Cinco años después de Le verger, esa colección de baladas
asesinas que fue bien recibida en el Hexágono, Lallemant reaparece con una obra
detallista que produce una sonoridad alucinante. Entre disco y disco, el
cantautor se dedicó a desarrollar el concepto de “siestas acústicas”, unos
recitales de ambiente intimista –realizados normalmente una tarde de domingo
por mes entre las 15 y las 17 horas–, en los que estuvo acompañado por muchos
de los mejores artesanos del actual indie pop francés: J. P. Nataf, Seb Martel,
Les Innocents, Bertrand Belin, Holden, Jeanne Cherhal, e incluso también Vanessa
Paradis y Camélia Jordana.
La maison haute, según lo ha comentado el propio Lallement, emergió
en ese clima minimalista poblado de amigos fieles y leales seguidores, y
despoblado de artificiosas barreras que separen a unos de los otros. El álbum es,
de algún modo, conceptual, o más bien atmosférico, ya que gira permanentemente
en torno a la idea de las luces y las sombras, las cumbres y los abismos, las
cimas y las simas.

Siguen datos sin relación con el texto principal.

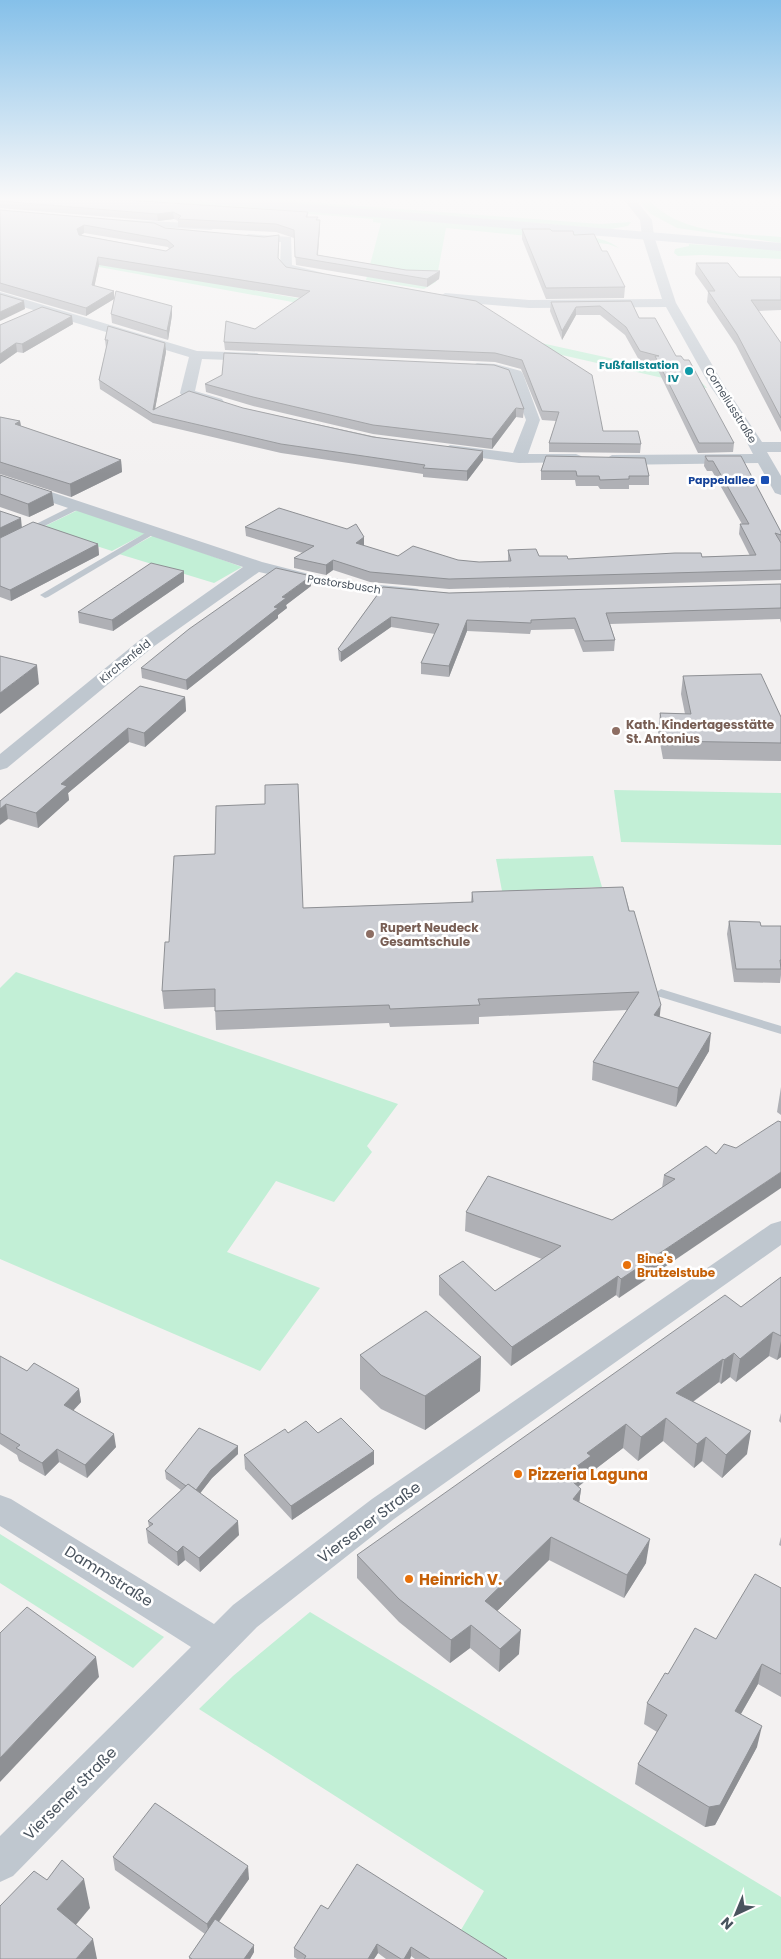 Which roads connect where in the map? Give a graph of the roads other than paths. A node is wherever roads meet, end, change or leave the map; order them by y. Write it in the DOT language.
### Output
graph roads {
  1 [pos="666,291"];
  2 [pos="429,294"];
  3 [pos="0,296"];
  4 [pos="670,303"];
  5 [pos="8,310"];
  6 [pos="24,310"];
  7 [pos="196,355"];
  8 [pos="275,358"];
  9 [pos="467,367"];
  10 [pos="231,407"];
  11 [pos="431,447"];
  12 [pos="781,447"];
  13 [pos="760,453"];
  14 [pos="520,458"];
  15 [pos="0,480"];
  16 [pos="781,490"];
  17 [pos="78,506"];
  18 [pos="155,531"];
  19 [pos="0,545"];
  20 [pos="256,566"];
  21 [pos="44,595"];
  22 [pos="431,595"];
  23 [pos="0,742"];
  24 [pos="21,748"];
  25 [pos="0,764"];
  26 [pos="661,993"];
  27 [pos="781,1030"];
  28 [pos="781,1231"];
  29 [pos="0,1510"];
  30 [pos="217,1644"];
  31 [pos="0,1863"];
  1 -- 4 [label="street, Corneliusstraße"];
  2 -- 4 [label="street"];
  3 -- 6 [label="street"];
  4 -- 13 [label="street, Corneliusstraße"];
  5 -- 6 [label="street"];
  6 -- 7 [label="street"];
  7 -- 8 [label="street"];
  7 -- 10 [label="street"];
  9 -- 14 [label="street"];
  11 -- 14 [label="street"];
  12 -- 13 [label="street"];
  13 -- 14 [label="street"];
  13 -- 16 [label="street, Corneliusstraße"];
  15 -- 17 [label="street, Pastorsbusch"];
  17 -- 18 [label="street, Pastorsbusch"];
  17 -- 19 [label="lane"];
  18 -- 20 [label="street, Pastorsbusch"];
  18 -- 21 [label="lane"];
  20 -- 22 [label="street, Pastorsbusch"];
  20 -- 24 [label="street, Kirchenfeld"];
  23 -- 24 [label="street"];
  24 -- 25 [label="street, Kirchenfeld"];
  26 -- 27 [label="lane"];
  28 -- 30 [label="street, Viersener Straße"];
  29 -- 30 [label="street, Dammstraße"];
  30 -- 31 [label="street, Viersener Straße"];
}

Las canciones alternan frescos naturalistas (“Au loin la côte”
o “Les ombres”) con cuentos breves (“Scène de crime” o “Les fiançailles”),
creando una textura musical más que interesante.
Es imposible no percibir una
huella estadounidense en el modo que tiene Lallemant de pensar las canciones (“Ronde
de nuit” resulta una suerte de homenaje a Lee Hazlewood, en tanto que Tom Waits
es sin dudas el inspirador de “L’ombre”). Sin embargo cambiar de nacionalidad
no parece ser su intención, sino que más bien ese tono norteamericano es el
modo que Lallemant tiene de heredar la tradición más reciente de la chanson française sin la necesidad de
competir contra los fantasmas a los cuales ya ha alcanzado.